State of Design: How Design Education Must Change

"But design faces an uncertain future. The traditional design fields create artifacts. But new societal challenges, cultural values, and technological opportunities require new skills. Design today is more human–centered and more social, more rooted in technology and science than ever before. Moreover, there is need for services and processes that do not require the great craft skills that are the primary outcome of a design education.

Although design can sometimes bring creative insight to new problems, this ability is more of an art than a science, limited to a few especially talented individuals and design firms. In order to expand beyond chance successes, design needs better tools and methods, more theory, more analytical techniques, and more understanding of how art and science, technology and people, theory and practice can commingle effectively and productively. ...

Design is still mainly taught as a craft. There are remarkably few fundamental principles, almost no science. If design is to live up to its promise it must create new, enduring curricula for design education that merge science and technology, art and business, and indeed, all the knowledge of the university. Design is an all–encompassing field that integrates together business and engineering, the social sciences and the arts. We see a tremendous opportunity for students that learn design in this integrated way. ...

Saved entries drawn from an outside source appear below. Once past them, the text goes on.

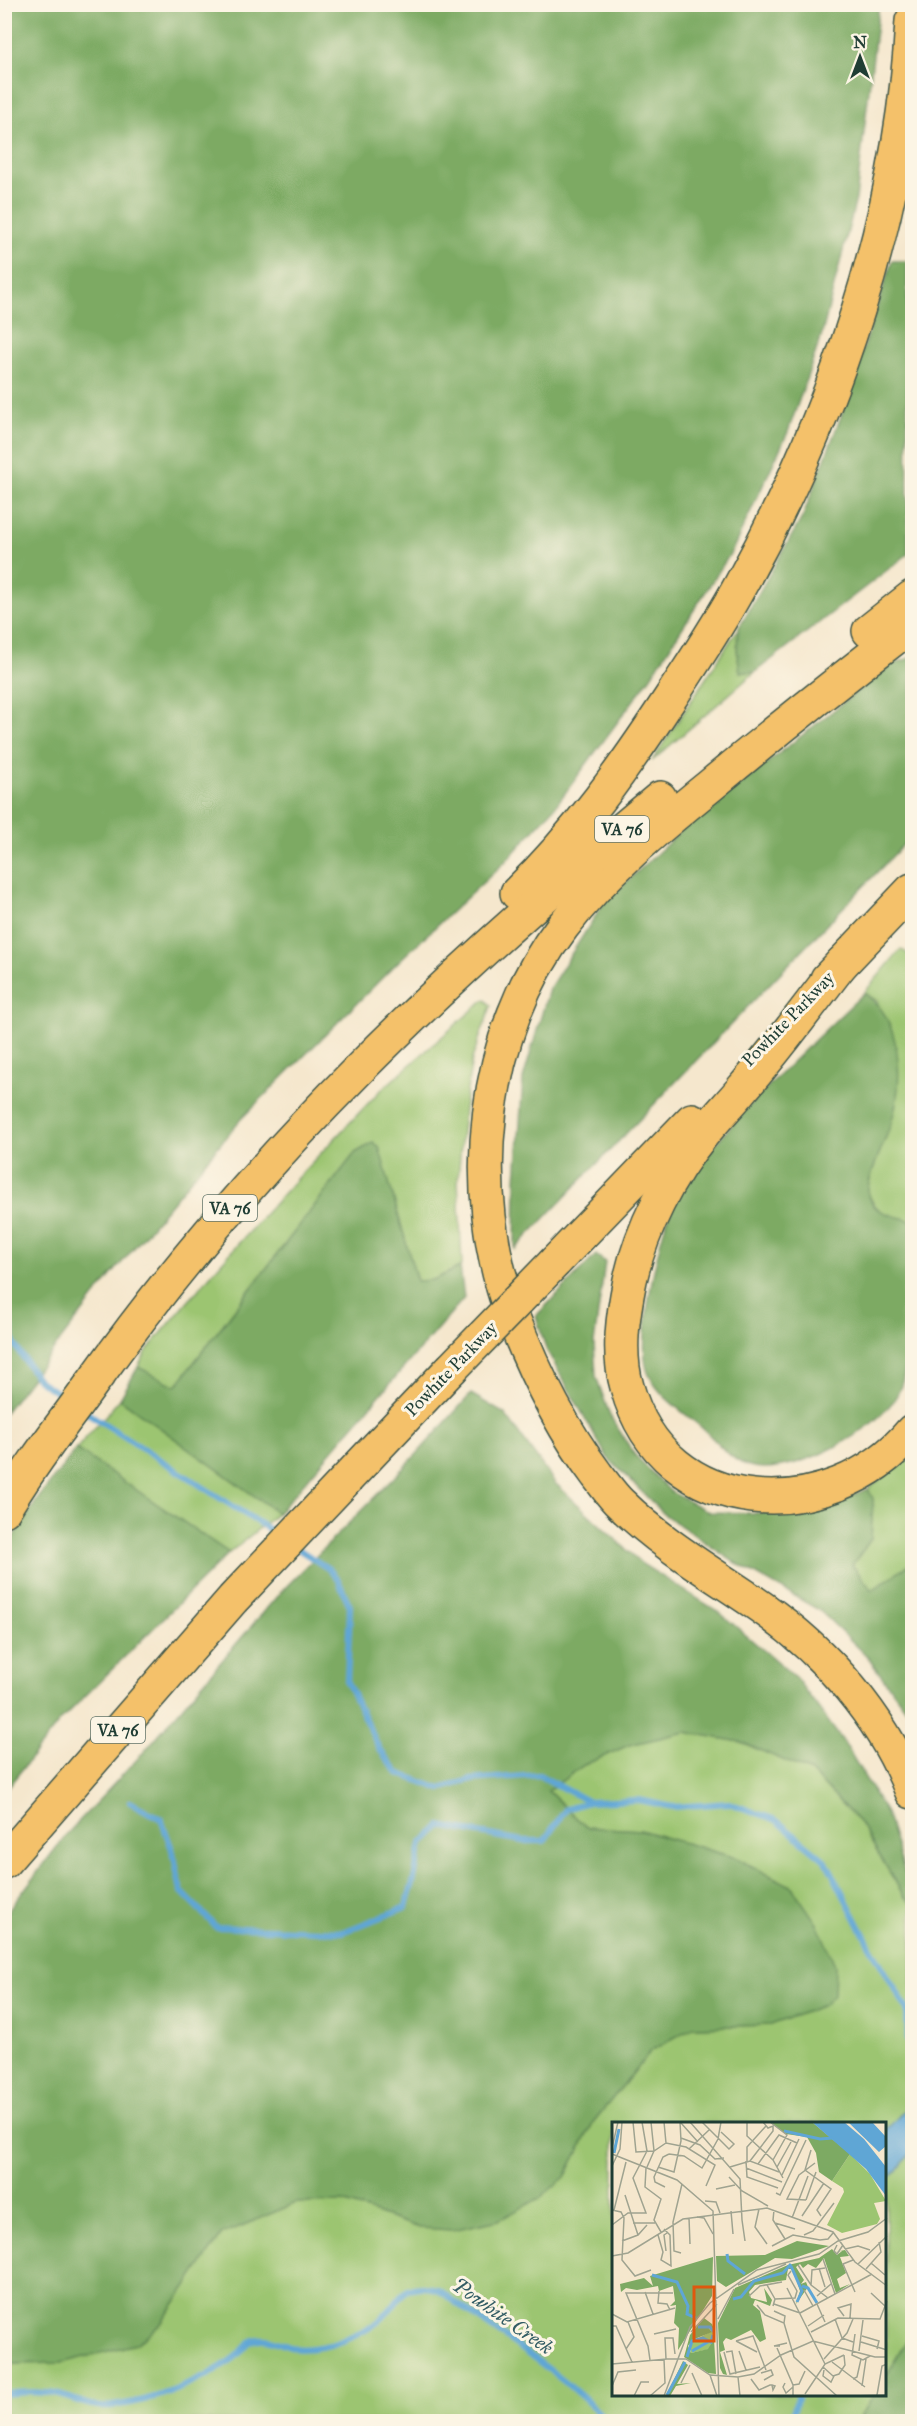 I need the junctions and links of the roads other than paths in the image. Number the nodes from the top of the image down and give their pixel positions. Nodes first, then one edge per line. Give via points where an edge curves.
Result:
1 (912, 21) edge
2 (906, 616) edge
3 (902, 900) edge
4 (842, 963) junction
5 (358, 1067) junction
6 (912, 1431) edge
7 (4, 1510) edge
8 (912, 1792) edge
9 (4, 1862) edge

1 - 5 highway via 890,190 869,272 817,424 741,585 659,714 578,827
2 - 5 highway, VA 76 via 728,741 567,875
2 - 8 highway via 800,712 615,866 562,927 524,993 504,1046 491,1096 486,1190 502,1288 529,1359 582,1456 616,1500 651,1532 688,1561 763,1608 840,1676 888,1743
3 - 4 highway, Powhite Parkway / VA 76
4 - 6 highway via 744,1088 701,1136 666,1190 641,1245 631,1279 624,1317 624,1372 637,1414 661,1450 700,1480 738,1494 779,1498 825,1491 878,1465
4 - 9 highway, Powhite Parkway / VA 76, bridge via 233,1599
5 - 7 highway, VA 76 via 255,1178 169,1280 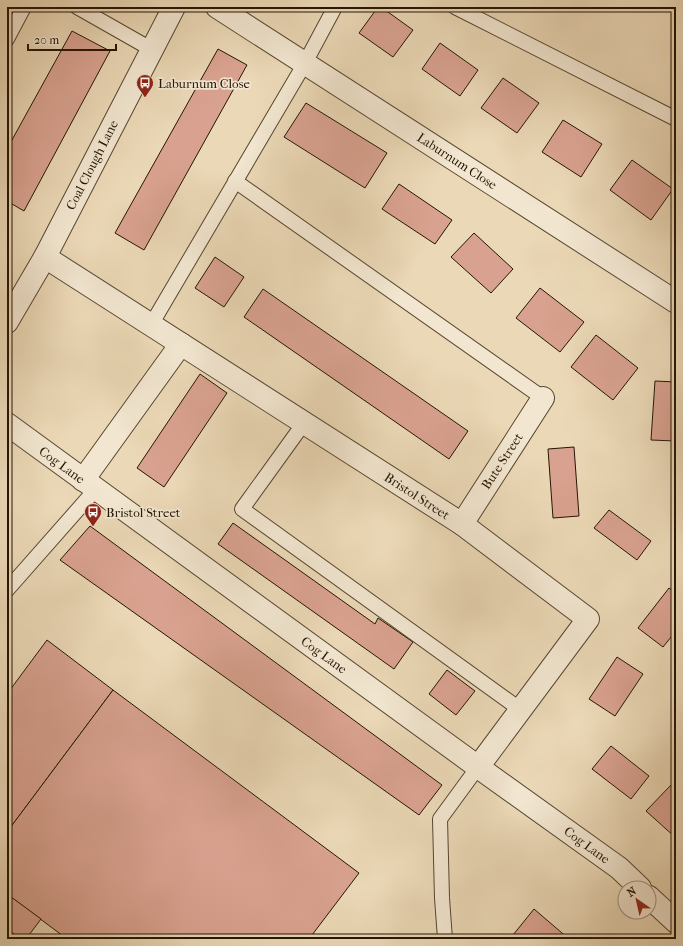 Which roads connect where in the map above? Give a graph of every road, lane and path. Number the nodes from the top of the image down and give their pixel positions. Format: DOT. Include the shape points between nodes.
graph roads {
  1 [pos="24,7"];
  2 [pos="77,7"];
  3 [pos="174,7"];
  4 [pos="217,7"];
  5 [pos="335,7"];
  6 [pos="455,7"];
  7 [pos="7,39"];
  8 [pos="151,49"];
  9 [pos="305,63"];
  10 [pos="676,119"];
  11 [pos="235,181"];
  12 [pos="45,257"];
  13 [pos="676,302"];
  14 [pos="7,322"];
  15 [pos="151,325"];
  16 [pos="181,344"];
  17 [pos="543,398"];
  18 [pos="304,423"];
  19 [pos="7,424"];
  20 [pos="90,484"];
  21 [pos="462,524"];
  22 [pos="7,590"];
  23 [pos="521,710"];
  24 [pos="478,767"];
  25 [pos="632,880"];
  26 [pos="657,904"];
  27 [pos="676,922"];
  28 [pos="445,939"];
  1 -- 7 [label="lane"];
  2 -- 8 [label="lane"];
  3 -- 8 [label="street, Coal Clough Lane"];
  4 -- 9 [label="street, Laburnum Close"];
  5 -- 9 [label="lane"];
  6 -- 10 [label="lane"];
  8 -- 12 [label="street, Coal Clough Lane"];
  9 -- 11 [label="lane"];
  9 -- 13 [label="street, Laburnum Close"];
  11 -- 15 [label="lane"];
  11 -- 17 [label="lane"];
  12 -- 14 [label="street, Coal Clough Lane"];
  12 -- 15 [label="street, Bristol Street"];
  15 -- 16 [label="street, Bristol Street"];
  16 -- 18 [label="street, Bristol Street"];
  16 -- 20 [label="street"];
  17 -- 21 [label="street, Bute Street"];
  18 -- 21 [label="street, Bristol Street"];
  18 -- 23 [label="lane" via="242,509"];
  19 -- 20 [label="street, Cog Lane"];
  20 -- 22 [label="lane"];
  20 -- 24 [label="street, Cog Lane"];
  21 -- 23 [label="street, Bristol Street" via="588,619"];
  23 -- 24 [label="street, Bristol Street"];
  24 -- 25 [label="street, Cog Lane" via="619,868"];
  24 -- 28 [label="lane" via="440,819"];
  26 -- 27 [label="street"];
} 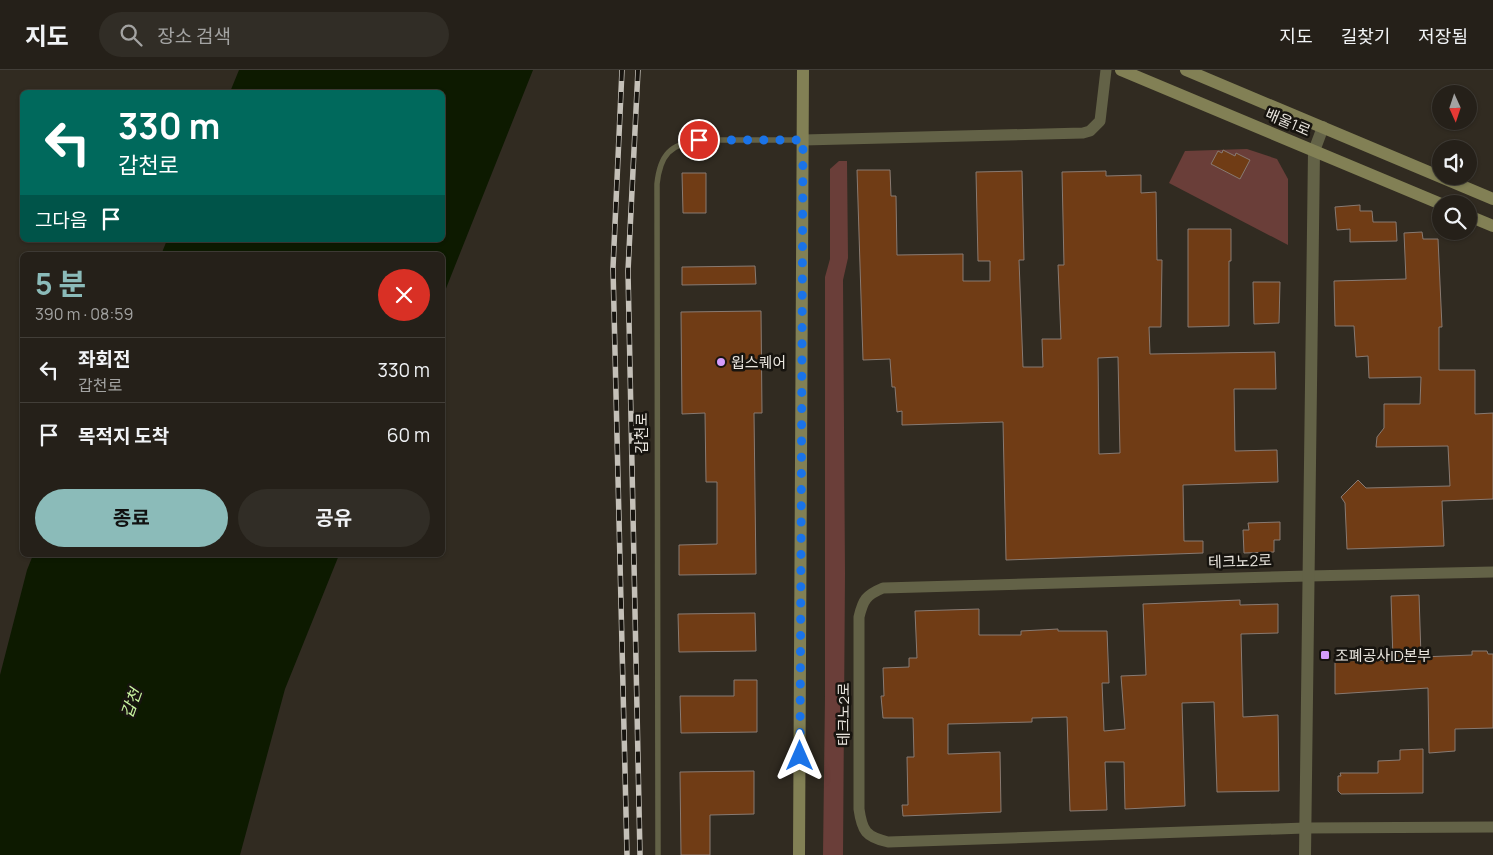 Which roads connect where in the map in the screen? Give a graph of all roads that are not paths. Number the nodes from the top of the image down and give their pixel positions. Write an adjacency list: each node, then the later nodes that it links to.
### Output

For design to succeed, grow, achieve its potential, and train future leaders, we envision a new curriculum. In our vision, these new programs combine learning the art and craft of beautiful, pleasurable well–crafted design with substantive courses in the social and biological sciences, in technology, mathematics and statistics, and in the understanding of experimental methods and rigorous reasoning. Programming and mechatronics are essential skills in today's product world. Not only will this training make for better practitioners, but it will also equip future generations of designers to be better at developing the hard, rigorous theory design requires.

Design is an exciting powerful field, filled with promise. To meet the challenges of the 21st century, design and design education must change. So too must universities."

(Don Norman and Scott Klemmer, 25 March 2014)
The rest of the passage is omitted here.